Blackberry released two security bulletins yesterday, fixing flaws in its software for the Blackberry Playbook and Blackberry Z10 smartphone.
BSRT-2013-005 affects both the Z10 and the Playbook and fixes vulnerabilities in the bundled Adobe Flash Player.
This raises an important question in my mind, though. Why on earth has Blackberry launched a new mobile operating system with Flash support, knowing full well the number of vulnerabilities and in the wild attacks against it?
Apple was first to shun Flash while some Android handset makers bragged about Flash support. For about a month. Then Adobe pulled the plug on its own Android package.
This seemed to have resolved the issue and HTML5 was the winner for mobile interactive content. “Winner by default,” or so I thought.
Now you might think it is a “nice to have” so long as Blackberry keeps it up-to-date and makes it easy to apply to your device. Adobe released Flash fixes yesterday too, right?
While that is true, the Flash fixes released by Blackberry yesterday were from back in January. Yes, they fixed the vulnerabilities described in APSB13-01.
I took a look back at fixes for the Playbook and discovered that Blackberry appears to continuously lag about five months behind.
The company released patches for the November and December 2012 Flash updates in May 2013.
Blackberry also released BSRT-2013-006, fixing a vulnerability in its Blackberry Protect application for the Z10 smartphone.
The vulnerability itself seems extremely difficult for an attacker to exploit:
"Successful exploitation requires not only that a customer enable BlackBerry® Protect™, use the feature to reset the device password, and download a specifically crafted malicious app, but also that an attacker gain physical access to the smartphone."
Nevertheless, there are some very important lessons to be learned from this bulletin.
"Unlock the work perimeter... if the work perimeter password is the same as the device password"
"Access any other local and enterprise services for which the legitimate user has used the same password as the smartphone’s password."
Passwords. It always comes back to passwords. An even more difficult problem on smartphones than it is on dekstop and laptop computers.
While Blackberry’s latest OS lets users segregate their work and home lives using “perimeters”, those are only secure if you use different credentials to access each.

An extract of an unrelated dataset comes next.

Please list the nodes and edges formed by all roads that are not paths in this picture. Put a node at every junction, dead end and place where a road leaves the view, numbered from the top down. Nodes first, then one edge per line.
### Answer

Even worse if you use the same password on your phone, your work perimeter, home perimeter and Active Directory credentials, one mistake brings down the whole house of cards.

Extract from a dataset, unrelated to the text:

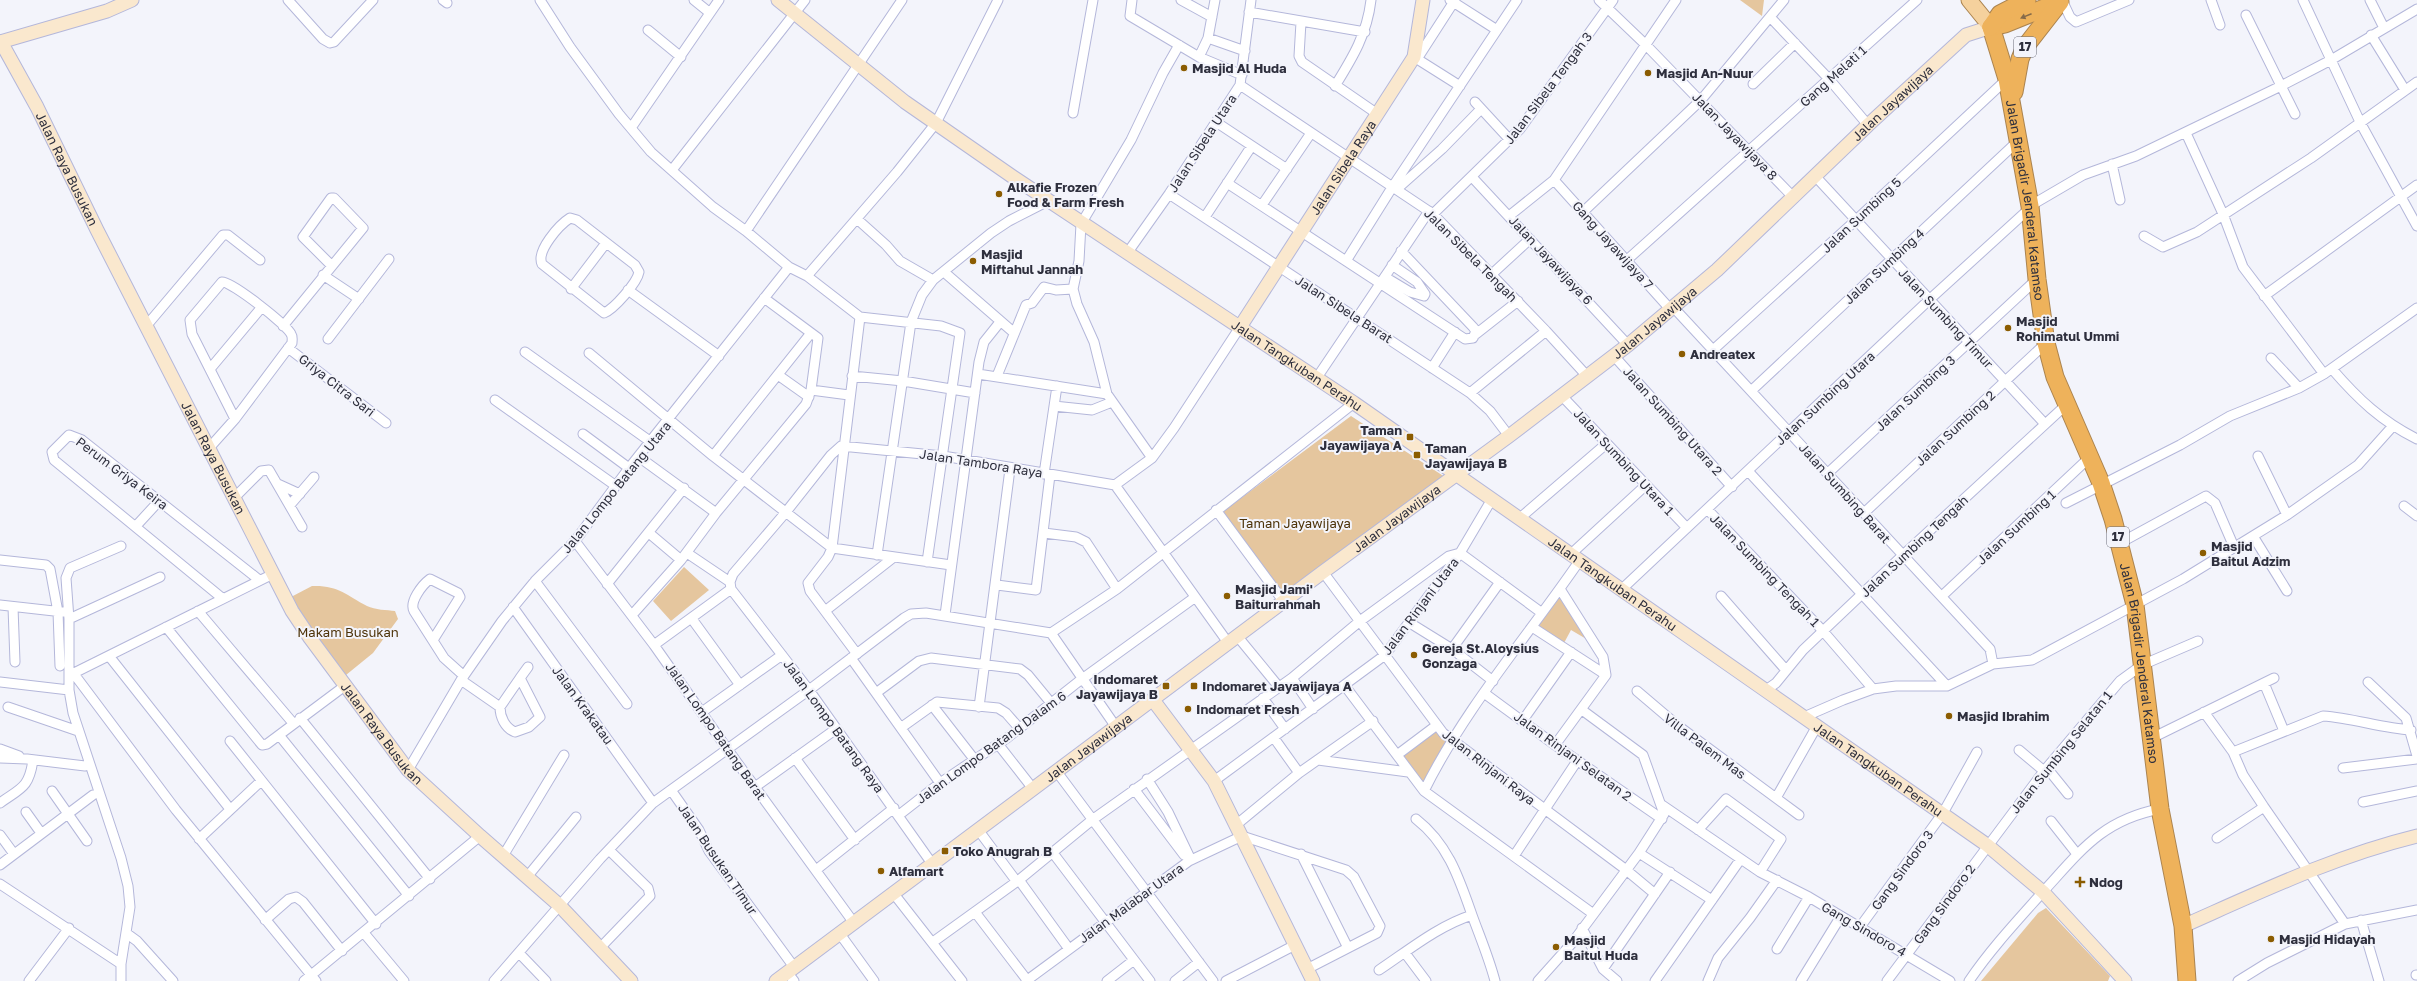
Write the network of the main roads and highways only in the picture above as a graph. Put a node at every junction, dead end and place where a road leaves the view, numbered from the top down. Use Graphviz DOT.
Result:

It may be highly unlikely that you get compromised as a result of this vulnerability, but it is a good reminder on the importance of using unique passwords for each “role” in your life.
No flash image courtesy of Shutterstock.
On the Blackberry Z10 and Q10, flash is disabled by default in the browser. It must be enabled in the options before it can run. (As opposed to the Playbook, where it is on by default)
Customers using BlackBerry® Q10 smartphones, BlackBerry Z10 users running BlackBerry 10 OS version 10.0.10.648 or later and BlackBerry PlayBook tablet users running version 2.1.0.1526 or later are not affected.
Looks like the author has to do his homework first! I love my Z10, and i think, it's the most secure smartphone with BB OS 10 on the market! And flash is disabled, who needs such a cr*p!
"The vulnerability itself seems extremely difficult for an attacker to exploit"
BlackBerry is a partner to the worlds most powerful and secure minded companies, ignoring a threat no matter how big or small isnt an option. Good on ya BlackBerry.
so is the z10 secure? i mean what if say the police wanted to access the phones motherboard to view information sent and recieved by say via text messaging and/or bbm? are you guys telling me that its impossible? find that hard to belive!